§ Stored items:
=====
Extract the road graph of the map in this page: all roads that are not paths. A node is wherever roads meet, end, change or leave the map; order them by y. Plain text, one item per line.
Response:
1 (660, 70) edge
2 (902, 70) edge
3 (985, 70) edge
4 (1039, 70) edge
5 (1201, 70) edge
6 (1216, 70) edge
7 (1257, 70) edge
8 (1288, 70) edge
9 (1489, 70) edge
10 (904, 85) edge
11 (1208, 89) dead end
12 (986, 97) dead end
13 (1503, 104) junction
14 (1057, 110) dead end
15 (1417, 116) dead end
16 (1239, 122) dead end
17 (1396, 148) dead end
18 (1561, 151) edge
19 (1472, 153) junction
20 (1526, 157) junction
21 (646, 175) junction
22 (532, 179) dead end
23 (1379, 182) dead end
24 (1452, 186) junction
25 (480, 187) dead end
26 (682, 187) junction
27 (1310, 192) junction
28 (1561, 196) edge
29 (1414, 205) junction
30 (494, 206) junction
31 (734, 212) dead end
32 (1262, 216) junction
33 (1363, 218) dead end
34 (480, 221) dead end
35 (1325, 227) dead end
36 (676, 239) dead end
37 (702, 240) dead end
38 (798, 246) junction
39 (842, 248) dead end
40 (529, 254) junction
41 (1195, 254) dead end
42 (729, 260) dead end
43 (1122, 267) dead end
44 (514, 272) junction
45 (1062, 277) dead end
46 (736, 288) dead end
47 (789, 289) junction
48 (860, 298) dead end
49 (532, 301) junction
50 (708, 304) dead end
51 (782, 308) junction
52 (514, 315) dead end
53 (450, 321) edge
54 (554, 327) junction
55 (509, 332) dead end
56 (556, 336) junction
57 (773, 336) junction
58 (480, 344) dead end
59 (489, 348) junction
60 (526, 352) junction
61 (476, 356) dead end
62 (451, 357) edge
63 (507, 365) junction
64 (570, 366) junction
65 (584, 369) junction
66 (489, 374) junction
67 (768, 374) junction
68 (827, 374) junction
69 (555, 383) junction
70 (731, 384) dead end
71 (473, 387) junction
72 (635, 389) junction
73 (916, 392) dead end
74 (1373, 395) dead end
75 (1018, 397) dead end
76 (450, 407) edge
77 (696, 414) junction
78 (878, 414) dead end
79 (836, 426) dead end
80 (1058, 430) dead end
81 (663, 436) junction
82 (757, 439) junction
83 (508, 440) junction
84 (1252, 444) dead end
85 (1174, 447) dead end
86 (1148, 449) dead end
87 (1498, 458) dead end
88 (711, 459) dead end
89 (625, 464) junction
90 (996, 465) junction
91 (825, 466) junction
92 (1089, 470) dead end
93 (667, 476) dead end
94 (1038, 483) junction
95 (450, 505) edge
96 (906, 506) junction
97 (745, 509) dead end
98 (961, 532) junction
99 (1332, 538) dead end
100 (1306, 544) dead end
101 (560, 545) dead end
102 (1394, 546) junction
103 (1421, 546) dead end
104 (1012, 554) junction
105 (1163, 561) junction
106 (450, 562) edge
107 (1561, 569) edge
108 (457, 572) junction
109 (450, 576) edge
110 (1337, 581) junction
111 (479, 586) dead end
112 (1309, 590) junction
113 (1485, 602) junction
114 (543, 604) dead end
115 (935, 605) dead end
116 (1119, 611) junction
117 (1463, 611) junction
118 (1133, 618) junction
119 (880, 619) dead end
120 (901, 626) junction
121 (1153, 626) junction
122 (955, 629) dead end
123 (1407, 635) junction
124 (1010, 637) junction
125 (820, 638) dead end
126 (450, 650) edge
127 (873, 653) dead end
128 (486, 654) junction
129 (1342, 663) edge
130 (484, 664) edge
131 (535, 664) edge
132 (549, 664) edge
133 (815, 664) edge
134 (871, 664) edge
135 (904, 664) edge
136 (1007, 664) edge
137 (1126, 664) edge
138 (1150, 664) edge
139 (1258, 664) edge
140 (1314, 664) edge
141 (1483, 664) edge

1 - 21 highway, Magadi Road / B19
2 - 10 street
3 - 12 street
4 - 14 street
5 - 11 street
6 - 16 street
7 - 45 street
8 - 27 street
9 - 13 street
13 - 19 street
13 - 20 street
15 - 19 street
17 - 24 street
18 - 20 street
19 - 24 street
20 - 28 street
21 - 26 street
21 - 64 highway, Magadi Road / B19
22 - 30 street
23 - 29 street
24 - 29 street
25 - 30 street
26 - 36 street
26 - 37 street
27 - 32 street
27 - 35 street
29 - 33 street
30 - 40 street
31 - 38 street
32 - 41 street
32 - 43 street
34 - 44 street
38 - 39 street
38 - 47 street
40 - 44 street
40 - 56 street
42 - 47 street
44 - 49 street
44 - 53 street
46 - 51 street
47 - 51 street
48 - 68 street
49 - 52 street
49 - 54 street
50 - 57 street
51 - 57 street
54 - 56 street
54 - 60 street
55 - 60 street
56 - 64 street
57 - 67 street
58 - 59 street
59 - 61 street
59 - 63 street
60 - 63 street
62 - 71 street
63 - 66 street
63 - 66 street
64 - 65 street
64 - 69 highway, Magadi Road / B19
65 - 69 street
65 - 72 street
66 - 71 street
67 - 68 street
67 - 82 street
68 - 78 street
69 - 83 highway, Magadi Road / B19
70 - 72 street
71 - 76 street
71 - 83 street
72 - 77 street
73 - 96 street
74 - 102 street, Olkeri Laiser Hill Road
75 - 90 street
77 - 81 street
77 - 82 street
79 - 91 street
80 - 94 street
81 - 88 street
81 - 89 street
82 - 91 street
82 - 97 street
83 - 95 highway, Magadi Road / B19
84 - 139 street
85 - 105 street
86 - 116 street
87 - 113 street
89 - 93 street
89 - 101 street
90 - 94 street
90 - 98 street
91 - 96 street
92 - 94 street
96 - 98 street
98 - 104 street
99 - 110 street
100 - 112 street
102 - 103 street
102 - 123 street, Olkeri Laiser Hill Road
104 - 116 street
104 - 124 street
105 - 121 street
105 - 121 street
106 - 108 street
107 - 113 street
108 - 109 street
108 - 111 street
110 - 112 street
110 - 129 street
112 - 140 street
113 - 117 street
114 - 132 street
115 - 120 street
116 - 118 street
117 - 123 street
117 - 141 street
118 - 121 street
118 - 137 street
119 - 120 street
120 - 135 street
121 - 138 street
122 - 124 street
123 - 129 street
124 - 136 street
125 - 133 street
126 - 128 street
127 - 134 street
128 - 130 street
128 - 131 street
=====
§ Task brief:
Repeat all of the records above exactly as written.

§ Reply to the task:
Extract the road graph of the map in this page: all roads that are not paths. A node is wherever roads meet, end, change or leave the map; order them by y. Plain text, one item per line.
Response:
1 (660, 70) edge
2 (902, 70) edge
3 (985, 70) edge
4 (1039, 70) edge
5 (1201, 70) edge
6 (1216, 70) edge
7 (1257, 70) edge
8 (1288, 70) edge
9 (1489, 70) edge
10 (904, 85) edge
11 (1208, 89) dead end
12 (986, 97) dead end
13 (1503, 104) junction
14 (1057, 110) dead end
15 (1417, 116) dead end
16 (1239, 122) dead end
17 (1396, 148) dead end
18 (1561, 151) edge
19 (1472, 153) junction
20 (1526, 157) junction
21 (646, 175) junction
22 (532, 179) dead end
23 (1379, 182) dead end
24 (1452, 186) junction
25 (480, 187) dead end
26 (682, 187) junction
27 (1310, 192) junction
28 (1561, 196) edge
29 (1414, 205) junction
30 (494, 206) junction
31 (734, 212) dead end
32 (1262, 216) junction
33 (1363, 218) dead end
34 (480, 221) dead end
35 (1325, 227) dead end
36 (676, 239) dead end
37 (702, 240) dead end
38 (798, 246) junction
39 (842, 248) dead end
40 (529, 254) junction
41 (1195, 254) dead end
42 (729, 260) dead end
43 (1122, 267) dead end
44 (514, 272) junction
45 (1062, 277) dead end
46 (736, 288) dead end
47 (789, 289) junction
48 (860, 298) dead end
49 (532, 301) junction
50 (708, 304) dead end
51 (782, 308) junction
52 (514, 315) dead end
53 (450, 321) edge
54 (554, 327) junction
55 (509, 332) dead end
56 (556, 336) junction
57 (773, 336) junction
58 (480, 344) dead end
59 (489, 348) junction
60 (526, 352) junction
61 (476, 356) dead end
62 (451, 357) edge
63 (507, 365) junction
64 (570, 366) junction
65 (584, 369) junction
66 (489, 374) junction
67 (768, 374) junction
68 (827, 374) junction
69 (555, 383) junction
70 (731, 384) dead end
71 (473, 387) junction
72 (635, 389) junction
73 (916, 392) dead end
74 (1373, 395) dead end
75 (1018, 397) dead end
76 (450, 407) edge
77 (696, 414) junction
78 (878, 414) dead end
79 (836, 426) dead end
80 (1058, 430) dead end
81 (663, 436) junction
82 (757, 439) junction
83 (508, 440) junction
84 (1252, 444) dead end
85 (1174, 447) dead end
86 (1148, 449) dead end
87 (1498, 458) dead end
88 (711, 459) dead end
89 (625, 464) junction
90 (996, 465) junction
91 (825, 466) junction
92 (1089, 470) dead end
93 (667, 476) dead end
94 (1038, 483) junction
95 (450, 505) edge
96 (906, 506) junction
97 (745, 509) dead end
98 (961, 532) junction
99 (1332, 538) dead end
100 (1306, 544) dead end
101 (560, 545) dead end
102 (1394, 546) junction
103 (1421, 546) dead end
104 (1012, 554) junction
105 (1163, 561) junction
106 (450, 562) edge
107 (1561, 569) edge
108 (457, 572) junction
109 (450, 576) edge
110 (1337, 581) junction
111 (479, 586) dead end
112 (1309, 590) junction
113 (1485, 602) junction
114 (543, 604) dead end
115 (935, 605) dead end
116 (1119, 611) junction
117 (1463, 611) junction
118 (1133, 618) junction
119 (880, 619) dead end
120 (901, 626) junction
121 (1153, 626) junction
122 (955, 629) dead end
123 (1407, 635) junction
124 (1010, 637) junction
125 (820, 638) dead end
126 (450, 650) edge
127 (873, 653) dead end
128 (486, 654) junction
129 (1342, 663) edge
130 (484, 664) edge
131 (535, 664) edge
132 (549, 664) edge
133 (815, 664) edge
134 (871, 664) edge
135 (904, 664) edge
136 (1007, 664) edge
137 (1126, 664) edge
138 (1150, 664) edge
139 (1258, 664) edge
140 (1314, 664) edge
141 (1483, 664) edge

1 - 21 highway, Magadi Road / B19
2 - 10 street
3 - 12 street
4 - 14 street
5 - 11 street
6 - 16 street
7 - 45 street
8 - 27 street
9 - 13 street
13 - 19 street
13 - 20 street
15 - 19 street
17 - 24 street
18 - 20 street
19 - 24 street
20 - 28 street
21 - 26 street
21 - 64 highway, Magadi Road / B19
22 - 30 street
23 - 29 street
24 - 29 street
25 - 30 street
26 - 36 street
26 - 37 street
27 - 32 street
27 - 35 street
29 - 33 street
30 - 40 street
31 - 38 street
32 - 41 street
32 - 43 street
34 - 44 street
38 - 39 street
38 - 47 street
40 - 44 street
40 - 56 street
42 - 47 street
44 - 49 street
44 - 53 street
46 - 51 street
47 - 51 street
48 - 68 street
49 - 52 street
49 - 54 street
50 - 57 street
51 - 57 street
54 - 56 street
54 - 60 street
55 - 60 street
56 - 64 street
57 - 67 street
58 - 59 street
59 - 61 street
59 - 63 street
60 - 63 street
62 - 71 street
63 - 66 street
63 - 66 street
64 - 65 street
64 - 69 highway, Magadi Road / B19
65 - 69 street
65 - 72 street
66 - 71 street
67 - 68 street
67 - 82 street
68 - 78 street
69 - 83 highway, Magadi Road / B19
70 - 72 street
71 - 76 street
71 - 83 street
72 - 77 street
73 - 96 street
74 - 102 street, Olkeri Laiser Hill Road
75 - 90 street
77 - 81 street
77 - 82 street
79 - 91 street
80 - 94 street
81 - 88 street
81 - 89 street
82 - 91 street
82 - 97 street
83 - 95 highway, Magadi Road / B19
84 - 139 street
85 - 105 street
86 - 116 street
87 - 113 street
89 - 93 street
89 - 101 street
90 - 94 street
90 - 98 street
91 - 96 street
92 - 94 street
96 - 98 street
98 - 104 street
99 - 110 street
100 - 112 street
102 - 103 street
102 - 123 street, Olkeri Laiser Hill Road
104 - 116 street
104 - 124 street
105 - 121 street
105 - 121 street
106 - 108 street
107 - 113 street
108 - 109 street
108 - 111 street
110 - 112 street
110 - 129 street
112 - 140 street
113 - 117 street
114 - 132 street
115 - 120 street
116 - 118 street
117 - 123 street
117 - 141 street
118 - 121 street
118 - 137 street
119 - 120 street
120 - 135 street
121 - 138 street
122 - 124 street
123 - 129 street
124 - 136 street
125 - 133 street
126 - 128 street
127 - 134 street
128 - 130 street
128 - 131 street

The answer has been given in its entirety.